Impeccable story and purpose. Forward motion is written all over this. It takes “REAL” things to move mountains and I couldn’t be more heartfelt in saying, I believe your story is moving alot of others stories in meaningful directions. Keep fighting the good fight, grand comes from the depths of despair.
Thank you!! This is our story too, addiction and mental illness too and I wish more than anything it wasn’t for any of us! We are coming up on the two year mark the first part of April.
It is my passion to bring awareness to mental illness, addiction and suicide prevention.
Keep sharing! ❤️
Your courage and ability to express yourself is so admirable.
My heart really goes out to you. Keep on writing.
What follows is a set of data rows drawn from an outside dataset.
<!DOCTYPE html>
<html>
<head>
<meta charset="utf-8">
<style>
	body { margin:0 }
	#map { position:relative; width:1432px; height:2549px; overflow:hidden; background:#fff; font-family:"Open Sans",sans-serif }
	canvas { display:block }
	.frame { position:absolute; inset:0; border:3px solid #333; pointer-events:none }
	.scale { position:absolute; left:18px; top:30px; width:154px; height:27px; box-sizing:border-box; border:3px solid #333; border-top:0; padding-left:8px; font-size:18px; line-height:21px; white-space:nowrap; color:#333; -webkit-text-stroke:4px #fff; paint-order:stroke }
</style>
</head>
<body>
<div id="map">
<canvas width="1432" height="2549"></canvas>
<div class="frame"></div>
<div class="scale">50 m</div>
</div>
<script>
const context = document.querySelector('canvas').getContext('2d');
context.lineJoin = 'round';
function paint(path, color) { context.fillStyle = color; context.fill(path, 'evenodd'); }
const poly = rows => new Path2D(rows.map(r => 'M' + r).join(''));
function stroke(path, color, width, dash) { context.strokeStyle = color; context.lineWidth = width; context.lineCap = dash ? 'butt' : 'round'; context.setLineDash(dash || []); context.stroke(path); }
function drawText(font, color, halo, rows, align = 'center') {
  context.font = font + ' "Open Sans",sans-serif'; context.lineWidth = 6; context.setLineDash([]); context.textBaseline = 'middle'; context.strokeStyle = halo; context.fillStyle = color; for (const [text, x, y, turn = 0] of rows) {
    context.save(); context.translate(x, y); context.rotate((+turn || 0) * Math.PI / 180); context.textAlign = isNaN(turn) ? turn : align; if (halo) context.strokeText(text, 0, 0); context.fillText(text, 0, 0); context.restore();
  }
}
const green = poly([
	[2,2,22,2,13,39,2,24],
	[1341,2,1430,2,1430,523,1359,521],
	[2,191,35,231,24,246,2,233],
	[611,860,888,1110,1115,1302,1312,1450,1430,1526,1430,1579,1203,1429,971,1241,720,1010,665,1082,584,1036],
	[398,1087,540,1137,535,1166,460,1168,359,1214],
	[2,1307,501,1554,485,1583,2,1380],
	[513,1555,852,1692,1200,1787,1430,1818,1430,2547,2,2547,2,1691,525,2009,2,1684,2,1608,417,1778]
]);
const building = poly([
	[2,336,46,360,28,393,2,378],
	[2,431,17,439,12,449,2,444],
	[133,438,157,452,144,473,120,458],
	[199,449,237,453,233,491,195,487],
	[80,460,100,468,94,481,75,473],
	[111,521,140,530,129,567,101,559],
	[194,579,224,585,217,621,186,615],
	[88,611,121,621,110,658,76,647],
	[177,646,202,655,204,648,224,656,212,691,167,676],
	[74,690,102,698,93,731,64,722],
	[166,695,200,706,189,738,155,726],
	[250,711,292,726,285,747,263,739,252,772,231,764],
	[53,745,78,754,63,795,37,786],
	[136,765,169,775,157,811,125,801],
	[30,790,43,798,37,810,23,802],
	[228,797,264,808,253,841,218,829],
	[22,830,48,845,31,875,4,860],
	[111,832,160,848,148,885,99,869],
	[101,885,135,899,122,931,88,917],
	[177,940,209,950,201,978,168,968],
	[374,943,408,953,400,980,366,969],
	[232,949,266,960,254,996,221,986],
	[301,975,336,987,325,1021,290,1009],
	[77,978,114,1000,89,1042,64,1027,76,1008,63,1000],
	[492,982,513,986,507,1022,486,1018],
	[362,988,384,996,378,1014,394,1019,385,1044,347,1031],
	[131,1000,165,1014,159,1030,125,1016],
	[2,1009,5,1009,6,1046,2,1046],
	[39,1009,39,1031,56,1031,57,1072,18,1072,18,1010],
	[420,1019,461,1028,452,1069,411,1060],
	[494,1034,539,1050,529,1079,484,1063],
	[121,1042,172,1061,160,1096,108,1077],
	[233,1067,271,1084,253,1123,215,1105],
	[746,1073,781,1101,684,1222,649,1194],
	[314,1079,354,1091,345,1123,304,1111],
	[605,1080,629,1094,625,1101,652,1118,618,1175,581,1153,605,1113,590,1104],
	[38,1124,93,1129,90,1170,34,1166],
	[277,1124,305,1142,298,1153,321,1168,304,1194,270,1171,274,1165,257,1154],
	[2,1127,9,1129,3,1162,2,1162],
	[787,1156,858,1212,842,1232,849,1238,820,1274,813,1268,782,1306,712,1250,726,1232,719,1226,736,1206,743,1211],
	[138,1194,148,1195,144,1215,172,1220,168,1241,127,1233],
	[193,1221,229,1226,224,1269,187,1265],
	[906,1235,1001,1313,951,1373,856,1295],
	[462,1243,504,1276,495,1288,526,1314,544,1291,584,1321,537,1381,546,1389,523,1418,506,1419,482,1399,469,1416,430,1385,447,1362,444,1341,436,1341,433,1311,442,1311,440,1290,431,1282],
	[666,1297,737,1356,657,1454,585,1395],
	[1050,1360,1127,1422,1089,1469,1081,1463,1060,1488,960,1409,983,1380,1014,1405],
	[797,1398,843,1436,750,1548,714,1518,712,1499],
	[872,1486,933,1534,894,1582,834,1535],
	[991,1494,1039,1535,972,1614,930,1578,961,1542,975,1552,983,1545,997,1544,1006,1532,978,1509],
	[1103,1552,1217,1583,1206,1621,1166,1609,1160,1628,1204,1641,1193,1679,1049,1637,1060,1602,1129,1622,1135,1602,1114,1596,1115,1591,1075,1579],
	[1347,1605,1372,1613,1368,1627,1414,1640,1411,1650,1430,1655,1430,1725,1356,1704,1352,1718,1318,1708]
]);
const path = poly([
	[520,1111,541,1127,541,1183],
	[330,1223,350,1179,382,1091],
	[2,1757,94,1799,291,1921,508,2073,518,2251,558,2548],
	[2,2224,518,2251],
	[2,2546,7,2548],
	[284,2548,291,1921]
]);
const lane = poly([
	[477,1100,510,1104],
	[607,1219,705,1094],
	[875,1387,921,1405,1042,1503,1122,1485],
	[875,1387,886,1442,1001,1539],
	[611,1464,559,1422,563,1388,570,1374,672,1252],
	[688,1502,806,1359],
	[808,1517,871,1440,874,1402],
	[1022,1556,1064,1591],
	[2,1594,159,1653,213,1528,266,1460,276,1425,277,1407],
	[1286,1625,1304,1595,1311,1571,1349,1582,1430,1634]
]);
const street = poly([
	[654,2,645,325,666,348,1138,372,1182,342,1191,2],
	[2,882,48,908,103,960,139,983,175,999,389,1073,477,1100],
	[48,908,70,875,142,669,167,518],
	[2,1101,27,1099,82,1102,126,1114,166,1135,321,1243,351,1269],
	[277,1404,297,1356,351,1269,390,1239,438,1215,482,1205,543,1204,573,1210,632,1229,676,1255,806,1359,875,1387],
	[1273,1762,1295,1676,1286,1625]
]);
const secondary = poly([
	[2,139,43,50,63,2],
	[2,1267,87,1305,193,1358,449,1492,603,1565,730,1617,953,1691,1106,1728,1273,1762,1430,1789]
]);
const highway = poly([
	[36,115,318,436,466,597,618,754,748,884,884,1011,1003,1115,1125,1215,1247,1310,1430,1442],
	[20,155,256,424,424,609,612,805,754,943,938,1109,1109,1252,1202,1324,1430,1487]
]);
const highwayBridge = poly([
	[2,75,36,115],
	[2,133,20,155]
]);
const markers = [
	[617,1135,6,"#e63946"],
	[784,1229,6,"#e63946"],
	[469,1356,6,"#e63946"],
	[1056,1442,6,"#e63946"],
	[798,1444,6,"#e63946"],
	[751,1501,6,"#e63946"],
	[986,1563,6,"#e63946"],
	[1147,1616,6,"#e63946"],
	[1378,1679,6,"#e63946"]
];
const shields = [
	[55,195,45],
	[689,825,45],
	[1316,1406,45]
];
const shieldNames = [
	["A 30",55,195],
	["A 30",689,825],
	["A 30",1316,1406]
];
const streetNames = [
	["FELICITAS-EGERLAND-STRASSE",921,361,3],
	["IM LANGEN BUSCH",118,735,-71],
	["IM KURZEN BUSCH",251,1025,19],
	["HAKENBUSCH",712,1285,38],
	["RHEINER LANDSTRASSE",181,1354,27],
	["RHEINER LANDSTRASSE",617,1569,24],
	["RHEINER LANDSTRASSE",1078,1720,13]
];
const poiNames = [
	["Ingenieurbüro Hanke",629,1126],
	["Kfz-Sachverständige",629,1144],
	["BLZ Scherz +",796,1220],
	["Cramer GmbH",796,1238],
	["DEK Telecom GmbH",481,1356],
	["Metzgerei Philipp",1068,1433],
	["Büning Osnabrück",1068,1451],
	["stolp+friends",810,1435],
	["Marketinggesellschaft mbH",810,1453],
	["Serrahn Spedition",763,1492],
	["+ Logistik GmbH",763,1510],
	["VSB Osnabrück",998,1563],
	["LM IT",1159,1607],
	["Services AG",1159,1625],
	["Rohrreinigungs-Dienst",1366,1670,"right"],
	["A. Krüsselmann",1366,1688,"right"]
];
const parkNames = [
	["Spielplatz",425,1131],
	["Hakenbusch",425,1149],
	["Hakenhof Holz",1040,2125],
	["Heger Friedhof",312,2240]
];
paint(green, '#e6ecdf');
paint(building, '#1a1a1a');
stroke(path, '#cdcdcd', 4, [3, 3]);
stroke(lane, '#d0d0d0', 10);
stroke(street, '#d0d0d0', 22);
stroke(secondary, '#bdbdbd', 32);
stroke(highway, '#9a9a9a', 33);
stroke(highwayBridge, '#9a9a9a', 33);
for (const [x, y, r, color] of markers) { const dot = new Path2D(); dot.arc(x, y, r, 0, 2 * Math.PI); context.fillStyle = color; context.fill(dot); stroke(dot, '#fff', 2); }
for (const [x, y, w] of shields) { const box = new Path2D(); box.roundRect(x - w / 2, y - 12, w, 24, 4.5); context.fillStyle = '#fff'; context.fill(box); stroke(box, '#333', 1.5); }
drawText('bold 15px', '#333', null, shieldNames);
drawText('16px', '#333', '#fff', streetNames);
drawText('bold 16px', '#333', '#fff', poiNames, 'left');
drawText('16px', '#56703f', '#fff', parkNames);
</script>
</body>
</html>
Thank you for being so honest.
I just came across your very powerful story. Thank you for sharing it.
My youngest niece took her life on her 20th birthday. She left no clues as to why she did it.
She wasn’t struggling with depression or issues at school that we knew of. She was a brilliant
mechanical engineer and straight A student with no addiction to anything except the death,
which she wrote about. There was no way to know.
My hope is that the more stories like yours are shared, the more awareness can be made to
suicide. There are options. There are always options.